E, dunque, l’Inter ha sbancato Monaco di Baviera giocando all’italiana, difesa e contropiede? O la partita dei ragazzi di Simone Inzaghi è stata una delle massime espressioni del calcio, tutt’altro che difensivo, che il tecnico ha fatto interiorizzare ai suoi in tre anni e mezzo di lavoro? Dibattito da bar sport e non solo, acceso dall’analisi di un grande vecchio della panchina come Arrigo Sacchi che sulla Gazzetta dello Sport ha definito l’impresa nerazzurra in casa del Bayern Monaco (1-2 e verdetto rimandato al ritorno di San Siro) come “strameritata”, ma con qualche appunto.
Perché descriverla, come fatto in seguito, “ottenuta con impegno, con sofferenza, con una strenua difesa e con micidiali contropiede” significa sminuirla con un’accezione negativa. Insomma, la vittoria dell’Inter sarebbe stata il frutto del solito italian job, pullman davanti alla porta, un po’ di fortuna nel non incassare e grande furbizia e prontezza nell’approfittare dei pochi errori altrui. Manca la parola “catenaccio”, ma quasi ci siamo.
E’ stato davvero così? Detto che il calcio di Simone Inzaghi ha molti più estimatori all’estero che in Italia, tra i commentatori e analisti sportivi, e che l’approccio di Sacchi è tradizionalmente molto rigido per chi non ripercorre il credo attraverso il quale forgiato il primo grande Milan dell’era Berlusconi, nel caso della sfida dell’Allianz Arena la risposta è no. L’Inter non ha giocato difesa e contropiede e non ha giocato nemmeno all’italiana, qualunque sia il senso che si voglia dare a questa affermazione. Ha semplicemente praticato il suo gioco adattandolo a un avversario fortissimo, che lottava davanti al pubblico di casa e che per alcuni tratti della partita si è trovato nella condizione di dover recuperare uno svantaggio.
A dirlo sono i numeri che accompagnano la lettura statistica del match. Ad esempio, è vero che il possesso palla finale ha visto prevalere i bavaresi (55% contro 45%), ma prima dell’intervallo è stata l’Inter a tenere il pallone più dell’avversario (53%). Nella ripresa si è dovuta abbassare per adattarsi all’aggressività tedesca (37% nerazzurro), ma in ogni fase della partita la manovra ha perso la sua caratteristica base di lavoro in uscita dalla fase difensiva.

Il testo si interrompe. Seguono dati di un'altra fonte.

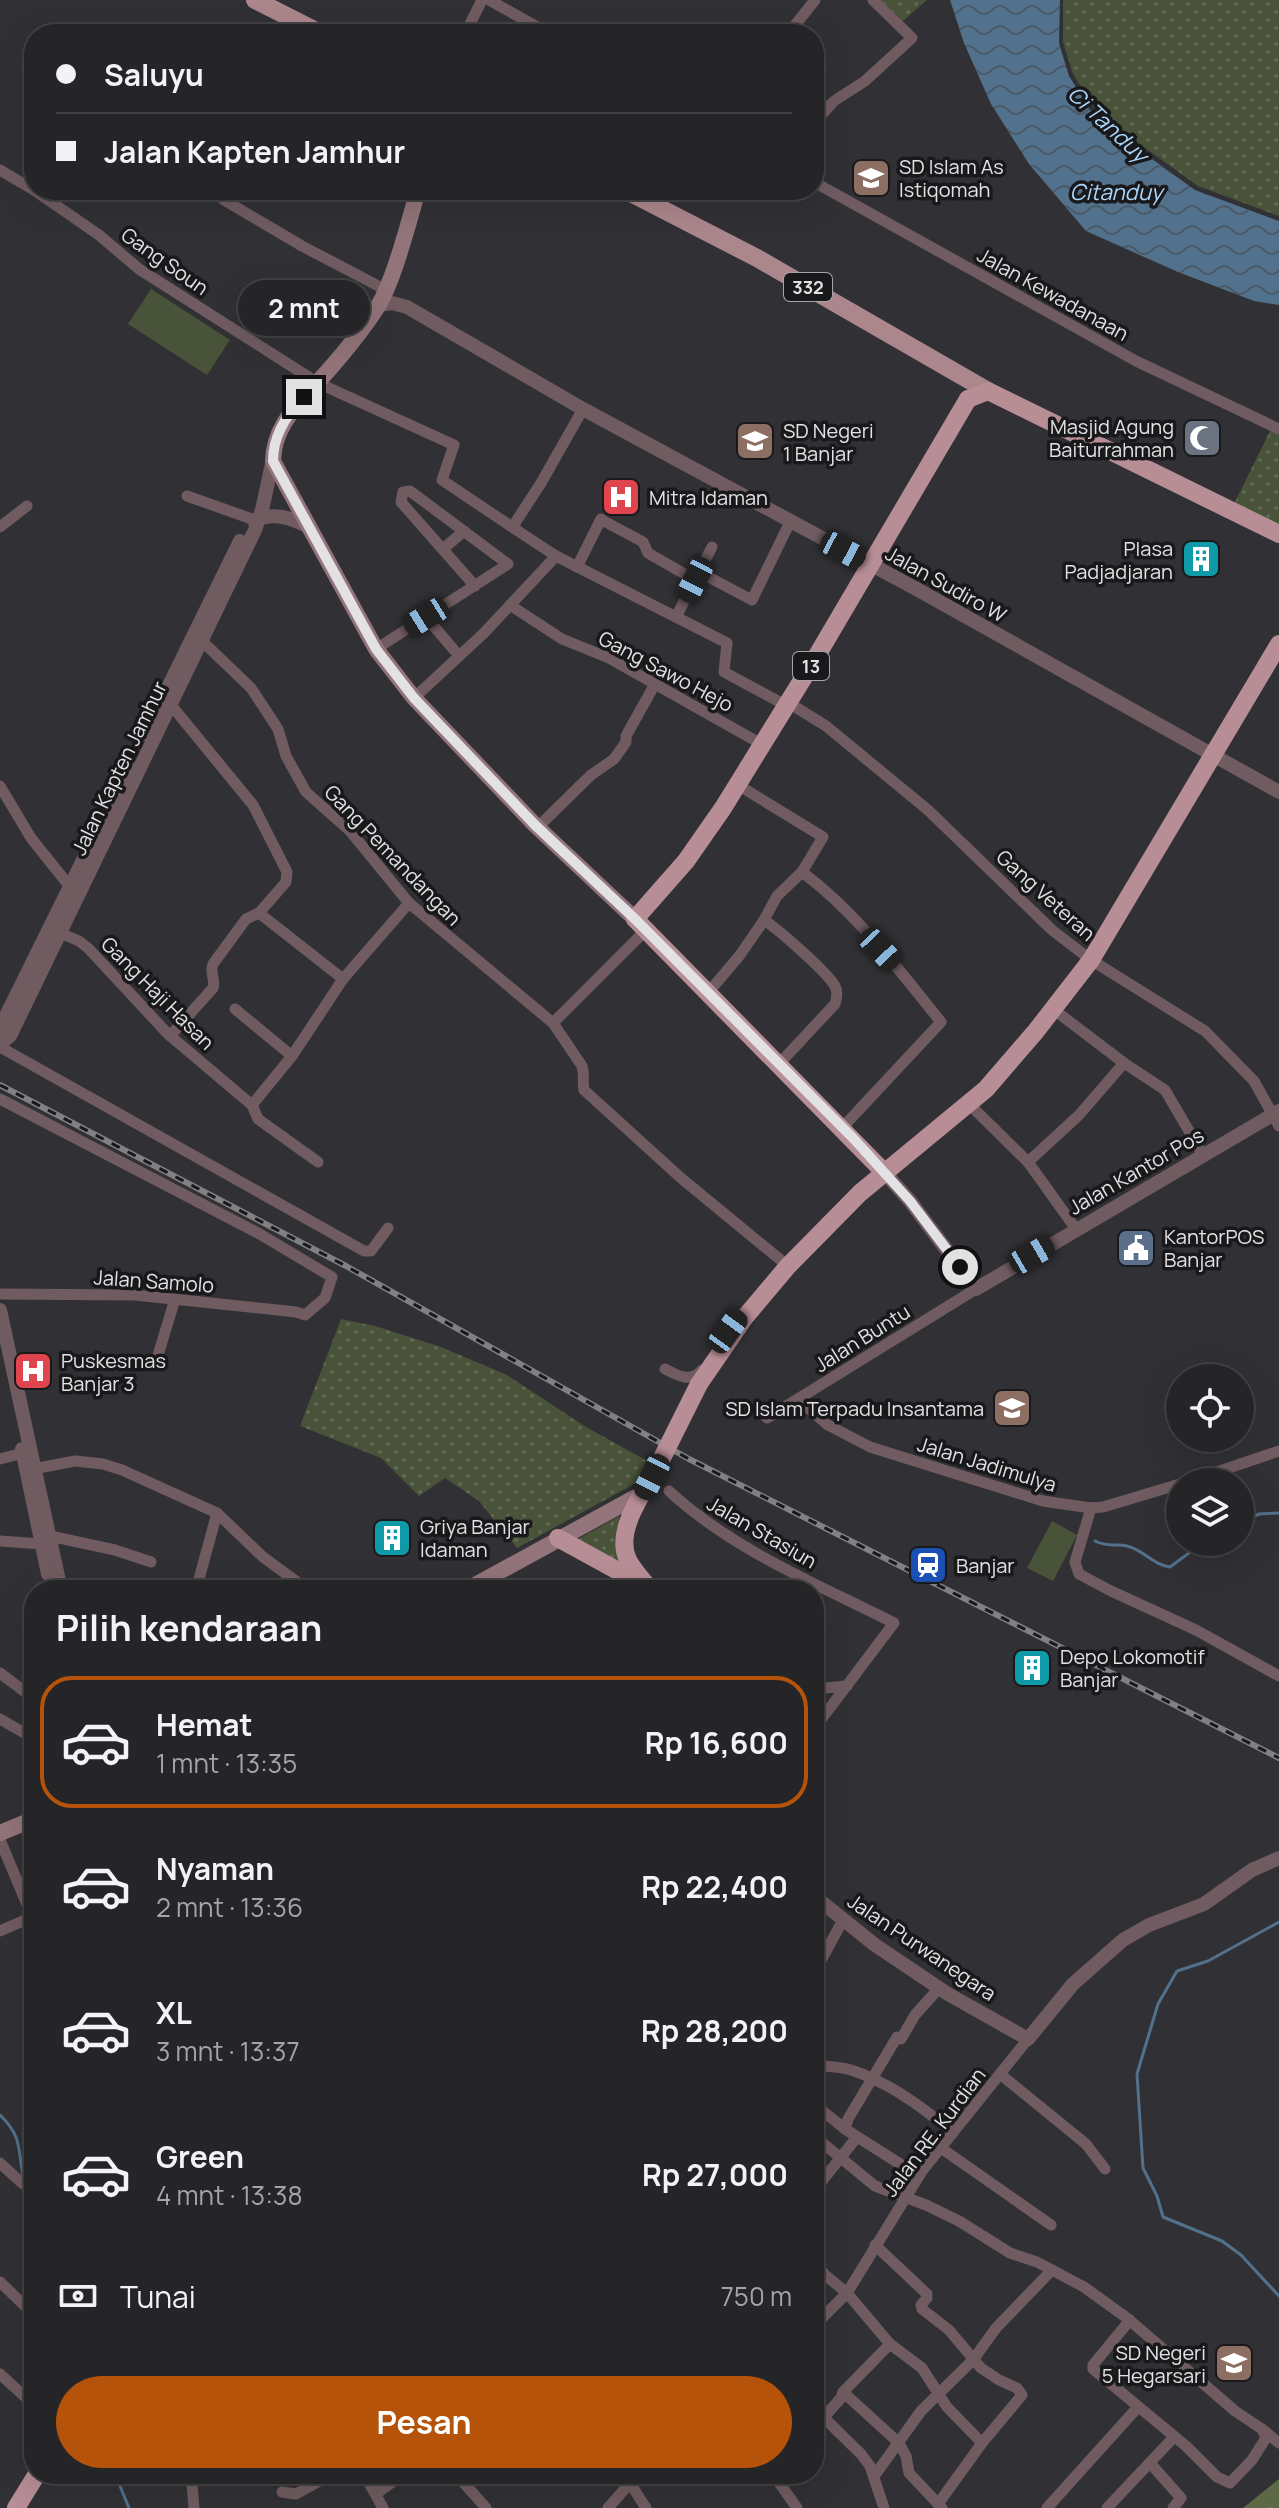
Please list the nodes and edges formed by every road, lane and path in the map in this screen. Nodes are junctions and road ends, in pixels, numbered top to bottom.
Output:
1 (255, 0) edge
2 (482, 0) edge
3 (489, 0) edge
4 (815, 0) edge
5 (873, 0) edge
6 (302, 24) edge
7 (470, 24) edge
8 (532, 24) edge
9 (796, 24) edge
10 (824, 112) edge
11 (0, 170) edge
12 (24, 184) edge
13 (824, 188) edge
14 (48, 200) edge
15 (224, 200) edge
16 (415, 200) edge
17 (644, 200) edge
18 (387, 285) junction
19 (378, 305) junction
20 (407, 307) junction
21 (966, 379) junction
22 (318, 383) junction
23 (988, 391) junction
24 (968, 399) junction
25 (583, 409) junction
26 (1279, 429) edge
27 (275, 466) junction
28 (187, 496) dead end
29 (27, 506) dead end
30 (256, 516) junction
31 (790, 522) junction
32 (307, 526) junction
33 (0, 527) edge
34 (515, 529) junction
35 (464, 531) junction
36 (1279, 534) edge
37 (712, 547) dead end
38 (443, 549) junction
39 (556, 556) junction
40 (870, 564) junction
41 (577, 567) junction
42 (697, 576) junction
43 (475, 586) junction
44 (510, 605) junction
45 (426, 617) junction
46 (676, 617) junction
47 (202, 641) junction
48 (1279, 644) edge
49 (376, 649) junction
50 (454, 650) dead end
51 (655, 684) junction
52 (414, 698) junction
53 (171, 705) junction
54 (788, 705) junction
55 (763, 745) junction
56 (1214, 755) junction
57 (136, 764) junction
58 (738, 785) junction
59 (0, 786) edge
60 (1279, 792) edge
61 (538, 827) junction
62 (802, 872) junction
63 (76, 890) junction
64 (409, 903) junction
65 (259, 913) junction
66 (764, 920) junction
67 (641, 924) junction
68 (60, 933) junction
69 (1091, 960) junction
70 (343, 979) junction
71 (30, 982) junction
72 (708, 993) junction
73 (235, 1009) dead end
74 (1053, 1009) junction
75 (553, 1023) junction
76 (0, 1028) edge
77 (170, 1036) junction
78 (0, 1046) edge
79 (292, 1056) junction
80 (1124, 1063) junction
81 (779, 1064) junction
82 (0, 1099) edge
83 (968, 1103) junction
84 (252, 1105) junction
85 (1277, 1117) edge
86 (842, 1128) junction
87 (1203, 1155) junction
88 (318, 1162) dead end
89 (1028, 1162) junction
90 (884, 1172) junction
91 (388, 1228) dead end
92 (1076, 1229) junction
93 (785, 1269) junction
94 (976, 1289) junction
95 (0, 1294) edge
96 (175, 1299) junction
97 (0, 1310) edge
98 (0, 1352) edge
99 (155, 1365) dead end
100 (665, 1369) dead end
101 (798, 1399) junction
102 (767, 1418) dead end
103 (1279, 1451) edge
104 (23, 1453) junction
105 (0, 1459) edge
106 (1229, 1468) edge
107 (31, 1469) junction
108 (1166, 1488) edge
109 (669, 1491) dead end
110 (645, 1492) junction
111 (1091, 1508) junction
112 (217, 1513) junction
113 (558, 1538) junction
114 (46, 1540) junction
115 (0, 1541) edge
116 (151, 1562) dead end
117 (50, 1580) edge
118 (58, 1580) edge
119 (199, 1580) edge
120 (294, 1580) edge
121 (484, 1580) edge
122 (633, 1580) edge
123 (644, 1580) edge
124 (812, 1580) edge
125 (824, 1586) edge
126 (0, 1673) edge
127 (1279, 1676) edge
128 (847, 1686) junction
129 (824, 1688) edge
130 (24, 1691) edge
131 (824, 1715) edge
132 (0, 1719) edge
133 (24, 1733) edge
134 (24, 1826) edge
135 (0, 1833) edge
136 (0, 1840) edge
137 (1279, 1858) edge
138 (24, 1895) edge
139 (824, 1904) edge
140 (24, 1918) edge
141 (843, 1920) junction
142 (0, 1931) edge
143 (824, 1955) edge
144 (940, 1987) junction
145 (1028, 2039) junction
146 (824, 2066) edge
147 (1000, 2074) junction
148 (871, 2078) junction
149 (824, 2112) edge
150 (845, 2129) junction
151 (953, 2133) junction
152 (857, 2137) junction
153 (824, 2144) edge
154 (941, 2148) junction
155 (840, 2158) junction
156 (0, 2163) edge
157 (1105, 2169) dead end
158 (919, 2176) junction
159 (824, 2178) edge
160 (24, 2179) edge
161 (906, 2196) junction
162 (1051, 2225) dead end
163 (875, 2245) junction
164 (1052, 2270) junction
165 (824, 2274) edge
166 (0, 2282) edge
167 (847, 2293) junction
168 (24, 2305) edge
169 (824, 2316) edge
170 (1130, 2320) junction
171 (890, 2344) junction
172 (973, 2360) junction
173 (0, 2374) edge
174 (843, 2392) junction
175 (937, 2395) junction
176 (24, 2396) edge
177 (1138, 2407) junction
178 (824, 2417) joint
179 (1262, 2429) junction
180 (1174, 2437) junction
181 (899, 2443) junction
182 (982, 2443) junction
183 (1279, 2443) edge
184 (1150, 2463) junction
185 (875, 2475) junction
186 (31, 2484) edge
187 (192, 2484) edge
188 (314, 2484) edge
189 (370, 2484) edge
190 (390, 2484) edge
191 (465, 2484) edge
192 (626, 2484) edge
193 (634, 2484) edge
194 (780, 2484) edge
195 (282, 2492) dead end
196 (376, 2494) junction
197 (940, 2506) edge
198 (16, 2508) edge
199 (194, 2508) edge
200 (383, 2508) edge
201 (486, 2508) edge
202 (608, 2508) edge
203 (646, 2508) edge
204 (797, 2508) edge
205 (884, 2508) edge
206 (1047, 2508) edge
207 (1107, 2508) edge
208 (1173, 2508) edge

1 - 6 main road
2 - 7 street
3 - 8 street
4 - 9 street
5 - 10 street
11 - 12 street, Gang Soun
13 - 26 street, Jalan Kewadanaan
14 - 22 street, Gang Soun
15 - 18 street
16 - 18 main road, Jalan Kapten Jamhur
17 - 21 main road, 332
18 - 19 main road, Jalan Kapten Jamhur
18 - 20 street
19 - 20 street
19 - 22 main road, Jalan Kapten Jamhur
20 - 25 street, Jalan Sudiro W
21 - 23 main road, 332
21 - 24 highway
22 - 27 main road, Jalan Kapten Jamhur
22 - 34 street, Gang Soun
23 - 24 highway
23 - 36 highway
24 - 40 highway, 13
25 - 31 street, Jalan Sudiro W
25 - 34 street
27 - 30 street, Jalan Kapten Jamhur
27 - 32 main road
28 - 30 street
29 - 33 street
30 - 32 street
30 - 47 street, Jalan Kapten Jamhur
30 - 57 street, Jalan Kapten Jamhur
31 - 40 street, Jalan Sudiro W
31 - 42 street
32 - 49 main road
34 - 39 street
35 - 38 street
35 - 38 street
35 - 43 street
37 - 42 street
38 - 43 street
39 - 41 street
39 - 44 street
40 - 54 highway, 13
40 - 56 street, Jalan Sudiro W
41 - 42 street
41 - 46 street
42 - 46 street
43 - 45 street
44 - 51 street, Gang Sawo Hejo
44 - 52 street
45 - 49 street
45 - 50 street
46 - 54 street, Gang Veteran
47 - 53 street, Jalan Kapten Jamhur
47 - 64 street, Gang Pemandangan
48 - 56 highway
49 - 52 main road
51 - 55 street, Gang Sawo Hejo
51 - 61 street
52 - 61 main road
53 - 57 street, Jalan Kapten Jamhur
53 - 65 street
54 - 55 highway, 13
54 - 69 street, Gang Veteran
55 - 58 highway, 13
56 - 60 street, Jalan Sudiro W
56 - 69 highway
57 - 63 street, Jalan Kapten Jamhur
58 - 62 street
58 - 67 highway, 13
59 - 63 street
61 - 67 main road
62 - 66 street
62 - 86 street
63 - 68 street, Jalan Kapten Jamhur
63 - 71 street, Jalan Kapten Jamhur
64 - 70 street
64 - 75 street, Gang Pemandangan
65 - 70 street
65 - 77 street
66 - 72 street
66 - 81 street
67 - 72 highway
67 - 75 street
68 - 71 street, Jalan Kapten Jamhur
68 - 77 street, Gang Haji Hasan
69 - 74 highway
69 - 85 street, Gang Veteran
70 - 79 street
71 - 76 street, Jalan Kapten Jamhur
71 - 78 street, Jalan Kapten Jamhur
72 - 81 highway
73 - 79 street
74 - 80 street
74 - 83 highway
75 - 93 street, Gang Pemandangan
77 - 84 street, Gang Haji Hasan
78 - 91 street
79 - 84 street
80 - 87 street
80 - 89 street
81 - 86 highway
82 - 96 street, Jalan Samolo
83 - 89 street
83 - 90 highway
84 - 88 street, Gang Haji Hasan
85 - 87 street, Jalan Kantor Pos
86 - 90 highway
87 - 92 street, Jalan Kantor Pos
89 - 92 street
90 - 93 highway
90 - 94 street
92 - 94 street, Jalan Kantor Pos
93 - 100 street
93 - 110 highway, bridge
94 - 101 street, Jalan Buntu
95 - 96 street, Jalan Samolo
96 - 99 street
97 - 107 street
98 - 104 street
101 - 102 street, Jalan Buntu
101 - 111 street, Jalan Jadimulya
103 - 106 street
104 - 105 street
104 - 107 street
107 - 112 street
107 - 114 street
108 - 111 street, Jalan Jadimulya
109 - 124 street, Jalan Stasiun
110 - 113 main road
110 - 123 highway
111 - 127 street
112 - 119 street
112 - 120 street
113 - 121 main road
113 - 122 highway
114 - 115 street
114 - 116 street
114 - 117 street
114 - 118 street
125 - 128 street, Jalan Stasiun
126 - 130 street
128 - 129 street
128 - 131 street, Jalan Stasiun
132 - 133 street
134 - 135 main road
136 - 138 street
137 - 145 street
139 - 141 street, Jalan Purwanegara
140 - 142 street
141 - 143 street
141 - 144 street, Jalan Purwanegara
144 - 145 street, Jalan Purwanegara
144 - 148 street
145 - 147 street, Jalan RE. Kurdian
146 - 148 street
147 - 151 street, Jalan RE. Kurdian
147 - 157 street
148 - 150 street
148 - 151 street
149 - 150 street
150 - 152 street
151 - 154 street, Jalan RE. Kurdian
152 - 155 street
152 - 158 street
153 - 155 street
154 - 158 street, Jalan RE. Kurdian
154 - 162 street
155 - 159 street
155 - 161 street
156 - 160 street
158 - 161 street, Jalan RE. Kurdian
161 - 163 street, Jalan RE. Kurdian
161 - 164 street
163 - 167 street, Jalan RE. Kurdian
163 - 172 street
164 - 170 street
164 - 172 street
165 - 167 street
166 - 168 street
167 - 169 street, Jalan RE. Kurdian
167 - 171 street
170 - 177 street
170 - 179 street
171 - 174 street
171 - 175 street
172 - 175 street
172 - 182 street
173 - 176 street
174 - 178 street
174 - 181 street
175 - 181 street
175 - 182 street
177 - 180 street
177 - 206 street
178 - 185 street
179 - 180 street
179 - 183 street
180 - 184 street
181 - 185 street
181 - 197 street
182 - 197 street
184 - 207 street
184 - 208 street
185 - 205 street
186 - 198 highway
187 - 199 street
188 - 195 street
189 - 196 street
190 - 196 street
191 - 201 street
192 - 202 street
193 - 203 street
194 - 204 street
196 - 200 street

C’è stato qualche pallone perso in più nei minuti che hanno portato all’assedio e al pareggio di Muller, però nel complesso le statistiche indicano che è stato il Bayern Monaco più dell’Inter a cercare transizioni lunghe (56-33 di cui 31-12 nel secondo tempo) mentre Sommer e compagni si sono affidati costantemente al fraseggio ragionato (381 volte su 414 complessive).
Non a caso le due reti di Lautaro Martinez e Frattesi tutto sono state tranne che contropiede: due azioni nate dal portiere, sviluppate in meno di dieci tocchi, sincronizzando il movimento dell’esterno (Carlos Augusto) e di chi in mezzo ha creato lo spazio per ottenere una superiorità numerica (Thuram nella prima occasione e Lautaro Martinez nella seconda). Attenzione: in entrambe le segnature, nel momento in cui il gioco è stato verticalizzato verso l’out di sinistra c’erano centrocampisti e difensori proiettati in attacco più delle due punte. Dove sarebbe la speculazione?

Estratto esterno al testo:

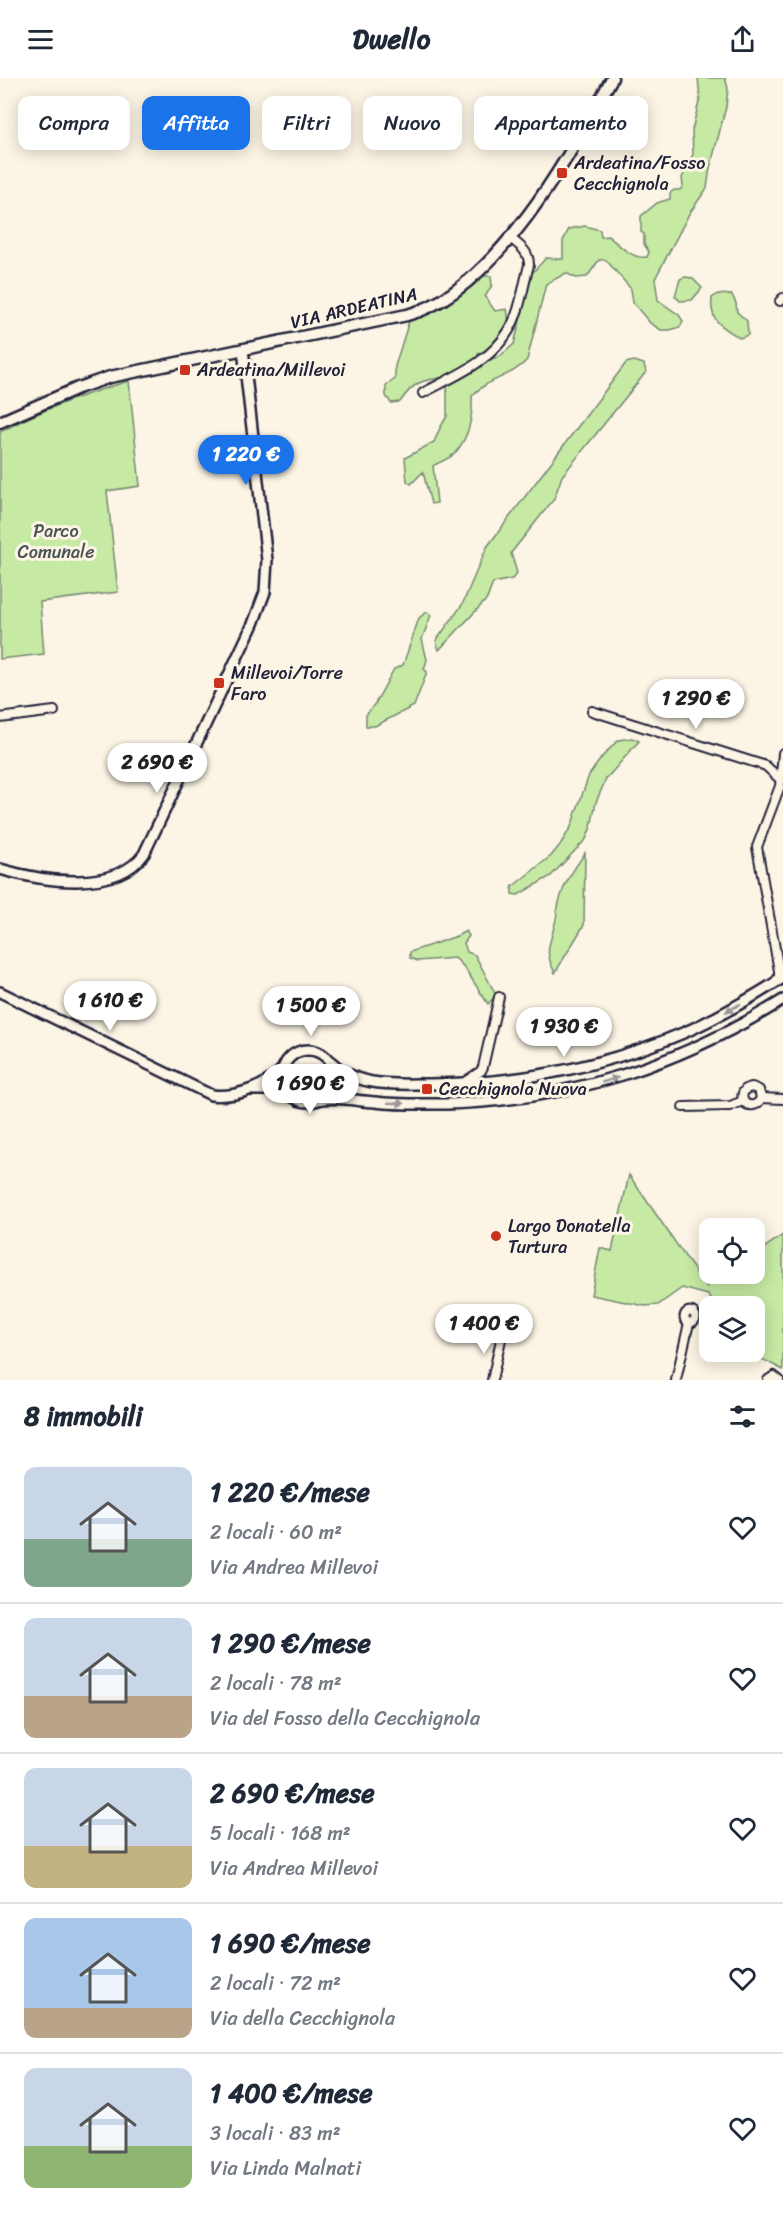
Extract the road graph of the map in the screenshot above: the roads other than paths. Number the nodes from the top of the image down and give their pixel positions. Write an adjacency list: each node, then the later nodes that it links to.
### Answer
1 (612, 78): 2 (main road, VIA ARDEATINA)
2 (509, 237): 3 (main road, VIA ARDEATINA); 4 (street)
3 (243, 349): 5 (main road, VIA ARDEATINA); 11 (street)
4 (423, 393)
5 (0, 422)
6 (54, 711): 8 (street)
7 (592, 711): 10 (street)
8 (0, 718)
9 (783, 753): 10 (street)
10 (781, 780): 12 (street)
11 (0, 869)
12 (776, 955): 13 (street); 15 (street)
13 (783, 968)
14 (783, 978): 15 (street)
15 (773, 984): 22 (street, one-way to 22)
16 (0, 992): 24 (street)
17 (499, 997): 20 (street)
18 (783, 1000): 28 (street, one-way to 18)
19 (330, 1061): 21 (street); 23 (street); 28 (street)
20 (483, 1066): 22 (street); 23 (street)
21 (284, 1068): 24 (street); 25 (street)
22 (502, 1081): 23 (street)
23 (461, 1084)
24 (248, 1090): 25 (street)
25 (292, 1095): 28 (street)
26 (761, 1098): 27 (street); 29 (street); 29 (street)
27 (783, 1099)
28 (317, 1100)
29 (743, 1101): 30 (street)
30 (683, 1107)
31 (689, 1323): 34 (street)
32 (502, 1335): 33 (street)
33 (492, 1380)
34 (676, 1380)
35 (768, 1380): 36 (street)
36 (778, 1380)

Non è un caso che il conto finale dei tentativi verso la porta avversaria veda il Bayern Monaco in netto vantaggio (20) ma l’Inter comunque molto presente (10). E che quel numero – dieci – corrisponda alla media di tutte le squadre fin qui nella Champions League di questa stagione e a poco meno della media di Inzaghi nelle prime 11 giocate (12,64). E anche il Bayern Monaco ha fatto semplicemente il… Bayern Monaco: 20 contro una media di 20,38. La squadra di Kompany gioca così sempre, non ha trovato un avversario che si è chiuso più di altri.